Written by two of the field's most respected researchers, Modern Industrial Organization provides a unified structure for analyzing theories and empirical evidence about the organization of firms and industries. It goes beyond the traditional structure-conduct-performance framework by using the latest advances in microeconomic theory including transaction cost analysis, game theory, contestability, and information economics. The third edition includes discussion of recent important applications, policies, and new theories; new and updated examples to illustrate the role of theory in current policy debates; substantial condensation of the text proper, a two-color interior design and two-color figures throughout; and an all-new extensive Companion Web Site.
Table of Contents
I. INTRODUCTION AND THEORY.
1. Overview.
2. The Firm and Costs.
II. MARKET STRUCTURES.
3. Competition.
4. Monopolies, Monopsonies, and Dominant Firms.
5. Cartels.
6. Oligopoly.
7. Product Differentiation and Monopolistic Competition.

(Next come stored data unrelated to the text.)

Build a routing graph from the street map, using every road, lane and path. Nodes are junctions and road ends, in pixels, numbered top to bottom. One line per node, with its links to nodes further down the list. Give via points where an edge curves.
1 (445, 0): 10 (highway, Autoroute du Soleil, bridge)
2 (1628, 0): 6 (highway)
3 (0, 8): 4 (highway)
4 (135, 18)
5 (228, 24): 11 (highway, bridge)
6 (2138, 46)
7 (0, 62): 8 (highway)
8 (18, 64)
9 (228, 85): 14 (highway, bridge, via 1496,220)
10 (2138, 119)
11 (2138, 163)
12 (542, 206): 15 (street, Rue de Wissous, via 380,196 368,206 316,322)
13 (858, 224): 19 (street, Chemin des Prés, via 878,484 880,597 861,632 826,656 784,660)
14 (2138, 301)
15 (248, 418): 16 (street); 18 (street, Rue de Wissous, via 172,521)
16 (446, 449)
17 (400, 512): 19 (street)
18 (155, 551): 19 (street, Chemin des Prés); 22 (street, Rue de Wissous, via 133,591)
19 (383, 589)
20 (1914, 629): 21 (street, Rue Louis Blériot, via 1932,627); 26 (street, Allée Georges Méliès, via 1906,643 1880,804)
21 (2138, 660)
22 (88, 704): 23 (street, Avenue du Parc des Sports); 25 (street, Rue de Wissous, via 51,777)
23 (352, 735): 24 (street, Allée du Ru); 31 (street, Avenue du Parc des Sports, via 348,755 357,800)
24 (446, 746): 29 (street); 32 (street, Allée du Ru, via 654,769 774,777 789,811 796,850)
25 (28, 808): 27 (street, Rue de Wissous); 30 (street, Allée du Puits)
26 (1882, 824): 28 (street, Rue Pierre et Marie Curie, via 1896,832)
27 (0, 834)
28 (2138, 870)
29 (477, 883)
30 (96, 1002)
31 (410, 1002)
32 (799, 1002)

8. Industry Structure and Performance.
III. BUSINESS PRACTICES: STRATEGIES AND CONDUCT.
9. Price Discrimination.
10. Advanced Topics in Pricing.
11. Strategic Behavior.
12. Vertical Integration and Vertical Restrictions.
IV. INFORMATION, ADVERTISING, AND DISCLOSURE.
13. Information.
14. Advertising and Disclosure.
V. DYNAMIC MODELS AND MARKET CLEARING.
15. Decision Making Over Time: Durability.
16. Patents and Technological Change.
17. How Markets Clear: Theory and Facts.
VI. GOVERNMENT POLICIES AND THEIR EFFECTS.
18. International Trade.
19. Antitrust Laws and Policy.
20. Regulation and Deregulation.
Dennis W. Carlton
Dennis W. Carlton focuses his research on microeconomics, industrial organization, and antitrust. He has published more than 100 articles and two books, including one of the leading textbooks in industrial organization. He is also the coeditor of the Journal of Law and Economics and is on the editorial boards of Competition Policy International and the Journal of Competition Law and Economics. From 2006 to 2008, he served as the Deputy Assistant Attorney General for Economic Analysis at the U.S. Department of Justice.
He is the recipient of a number of awards, including a John Harvard Award in 1970, a National Science Foundation Fellowship from 1972 to 1975, and the 1977 P.W.S. Andrews Memorial Prize Essay for the best essay in the field of industrial organization by a scholar under the age of 30, and the 2008 Robert F Lanzillotti prize for the best essay in antitrust economics. His research has been funded by the National Science Foundation and the Lincoln Foundation, and in 2004 he gave the keynote address to the International Competition Network in Mexico.
He has served as an advisor on antitrust matters to the Department of Justice, the Federal Trade Commission, and to private clients. He has served as a commissioner on the Antitrust Modernization Commission, a congressional committee investigating the antitrust laws.
Carlton earned a master's degree in operations research and a PhD in economics from Massachusetts Institute of Technology in 1974 and 1975 and a bachelor's degree summa cum laude in 1972 from Harvard College, where he majored in applied mathematics and economics and was a member of Phi Beta Kappa. He joined the Chicago Booth faculty in 1984.
Jeffrey M. Perloff
Jeffrey M. Perloff is a professor in the Department of Agricultural and Resource Economics at the University of California at Berkeley. His economic research covers industrial organization, marketing, labor, trade, and econometrics. His textbooks are Modern Industrial Organization (coauthored with Dennis Carlton), Microeconomics, Microeconomics: Theory and Applications with Calculus, and Estimating Market Power and Strategies (with Larry Karp and Amos Golan). He has been an editor of Industrial Relations and an associate editor of the American Journal of Agricultural Economics. He is an associate editor of the Journal of Productivity Analysis and edits the Journal of Industrial Organization Education. He has consulted with nonprofit organizations and government agencies (including the Federal Trade Commission and the Departments of Commerce, Justice, and Agriculture) on topics ranging from a case of alleged Japanese television dumping to the evaluation of social programs. He has also conducted research in psychology. He is a fellow of the American Agricultural Economics Association. He received his B.A. in economics from the University of Chicago in 1972 and his Ph.D. in economics from the Massachusetts Institute of Technology in 1976. He was previously an assistant professor in the Department of Economics at the University of Pennsylvania.